In case you missed it, US efforts to prolong the world's most serious humanitarian crisis in Yemen continue to succeed spectacularly. US military support enables the Saudi coalition to continue to bomb markets, docks, mosques, hospitals, school buses, weddings and funerals, and other civilian targets with impunity. The Saudis' Yemeni enemy, the Houthi rebels, have no effective air defenses. On March 26, 2015, with the blessing and tactical support of the Obama administration, Saudi Arabia and its allies launched an illegal, genocidal, aggressive war on Houthi-controlled Yemen. Yemen was -- and is -- in the midst of a civil war in which the long-oppressed Houthis overthrew the "legitimate" government that the US and others had imposed on Yemen.
Since March 2015, the US and the Saudi coalition have subjected Yemen to daily war crimes, not only killing civilians but destroying non-military targets of all sorts, causing a form of biological warfare with a cholera plague, as well as massive famine for more than half the country's 25 million people. The UN's World Food Program (WFP) head said on September 27: "Yemen is a disaster and I don't see any light at the end of the tunnel right now." Yemen was not a significant issue in the American election, even as the Trump administration sanctioned and supported military escalation that heightened the suffering of millions (and that has already killed tens of thousands).
At the US State Department, on November 7, the press briefing focused on the ideological basis for punishing Iran for continuing to abide by the nuclear agreement that the US pulled out of (still joined by Britain, France, Germany, Russia, and China). The US blames Iran for Yemen, too, with little persuasive or significant evidence to support the propaganda bias. Eventually in the briefing there was a question about Yemen, and the exchange with State Department spokesman Robert Palladino went like this (edited, with emphasis added):
QUESTION: Yemen?
MR PALLADINO: Yemen? Let's go to Yemen in the back, please.
QUESTION: The fighting around Hodedah [the Yemeni port critical to supplying food to the region's poorest country that was a food importer before being attacked] seems to be picking up with -- and UNICEF and MSF and all these aid groups who are saying children are at risk at these hospitals. And I wonder what's happened to the U.S. call for a ceasefire.
MR PALLADINO: The -- well, I would start by saying we closely are following the developments that are taking place in Hodedah. As the Secretary said, we've been urging all parties to come to the table, and to recognize that there's no military victory that can be achieved in Yemen. And we continue to call for a cessation of hostilities and for all parties to support United Nations Special Envoy Martin Griffiths in finding a peaceful solution to the conflict.
QUESTION: So have there been any phone calls?...
MR PALLADINO: We are in daily contact with the special envoy...

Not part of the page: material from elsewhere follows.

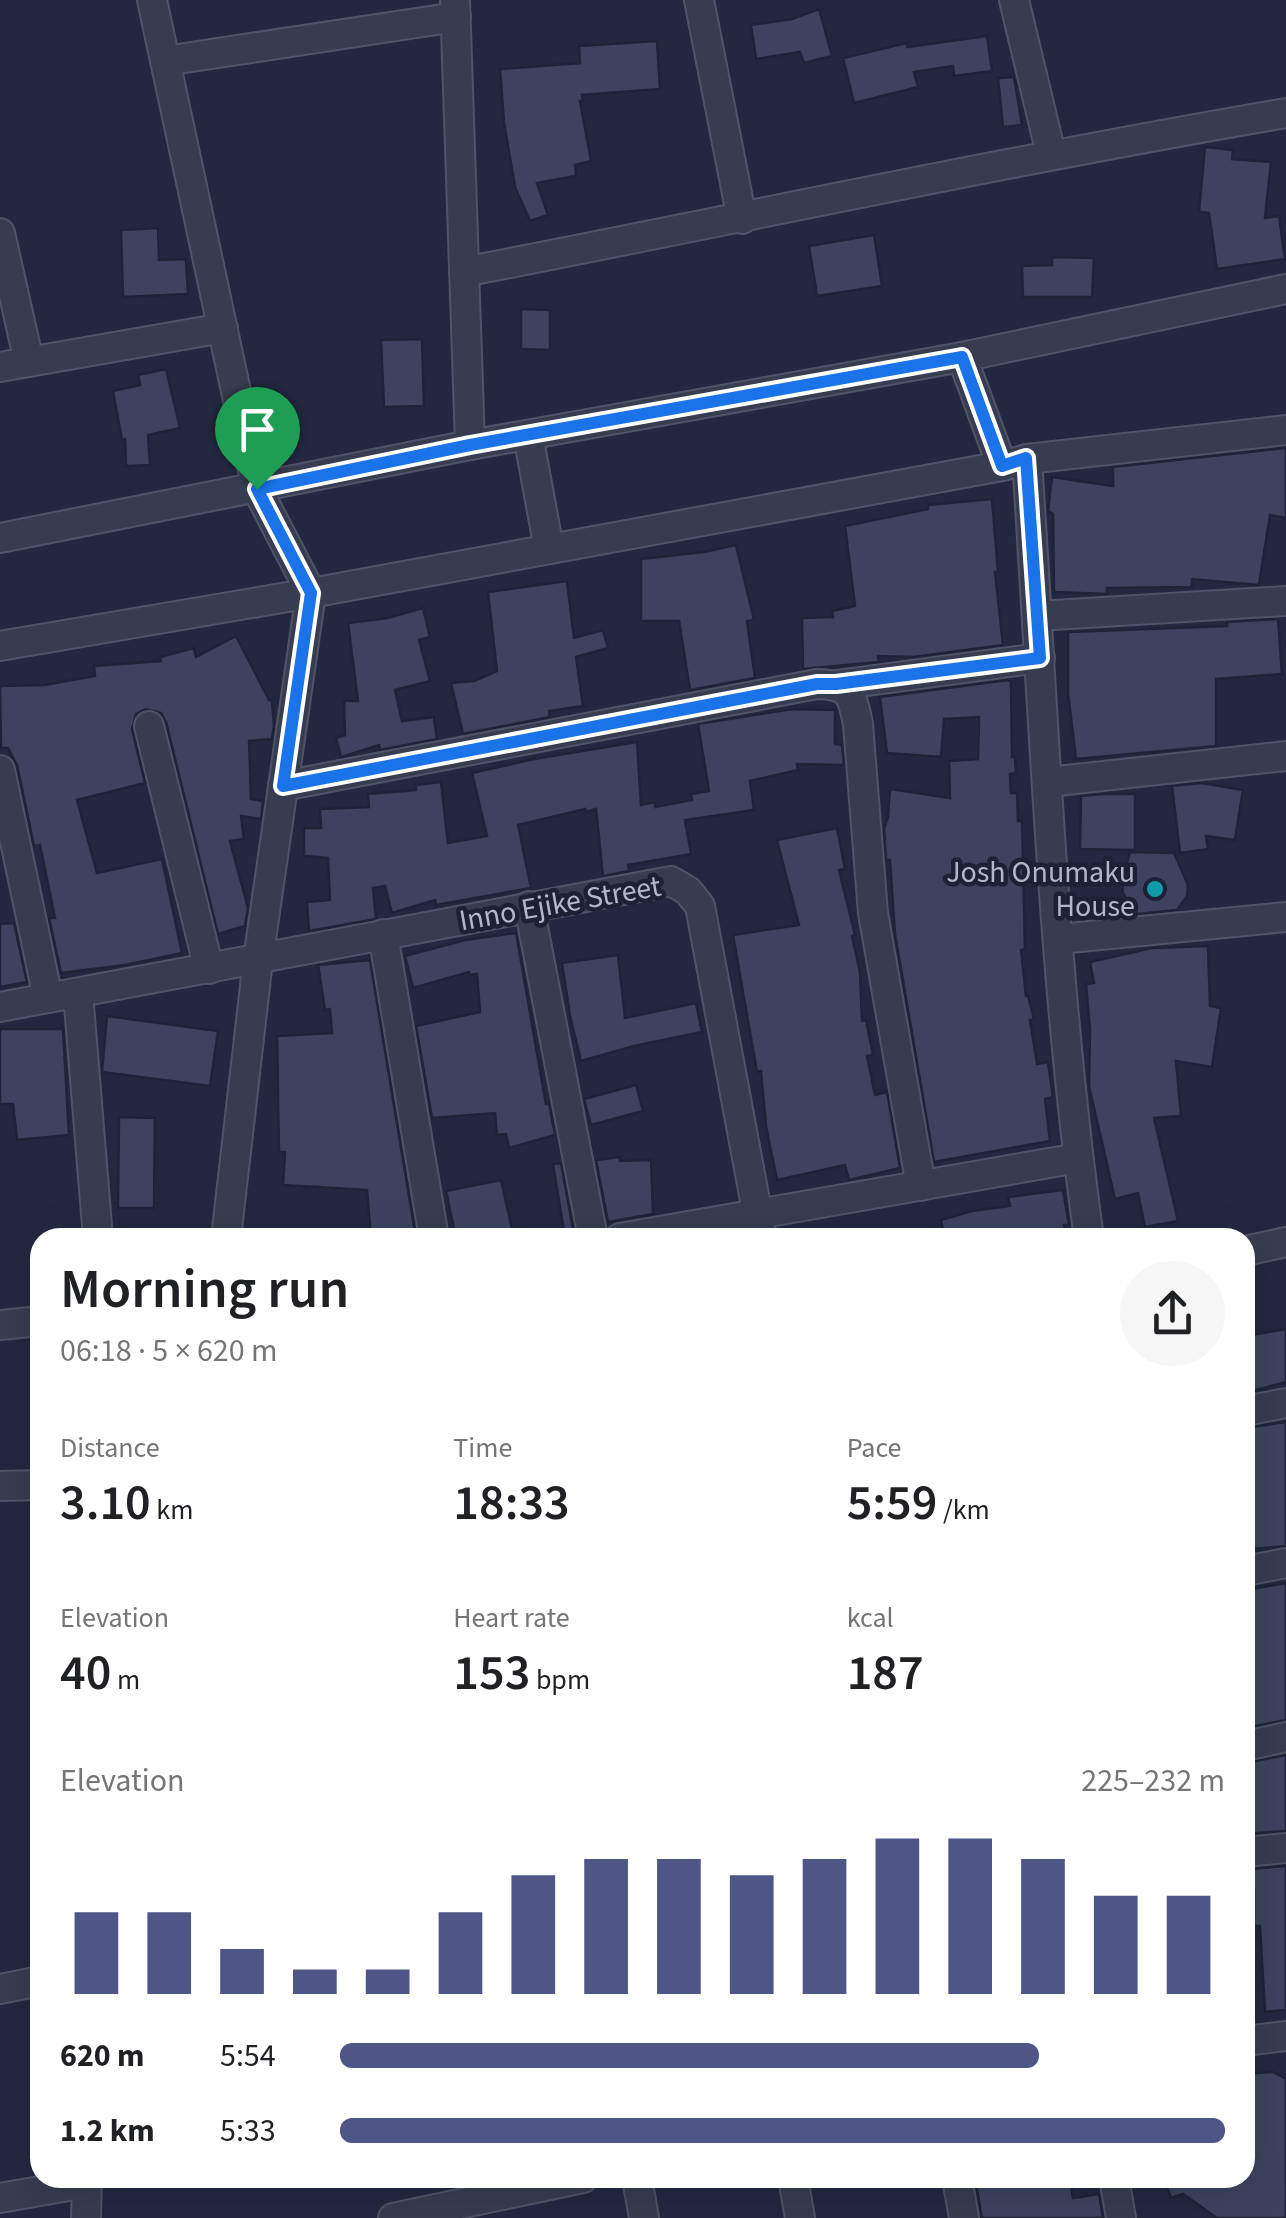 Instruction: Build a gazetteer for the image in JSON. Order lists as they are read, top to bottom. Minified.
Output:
{"streets":{"street":["Inno Ejike Street"]},"places":["Josh Onumaku House"],"page":{"heading":["Morning run","06:18 · 5 × 620 m"],"stats":[["Distance","3.10 km"],["Time","18:33"],["Pace","5:59 /km"],["Elevation","40 m"],["Heart rate","153 bpm"],["kcal","187"]],"chart":["Elevation","225–232 m"],"list":[{"name":"620 m","note":"5:54"},{"name":"1.2 km","note":"5:33"}]}}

QUESTION: Would you call on the Saudi coalition to halt this offensive that they seem to now be bearing down on in Hodedah?
MR PALLADINO: We've called for a cessation of hostilities... Please, next question...
QUESTION: Have you had a miscommunication then, with the Saudi-led coalition, that they're now beginning this offensive?
MR PALLADINO: -- our assessment remains the same...
QUESTION: -- to put a finer point on that, I mean, did the coalition -- the Saudi coalition that the U.S. supports coordinate with or tell you in advance that they were going to increase fighting around Hudaydah or did they just ignore the Secretary's call?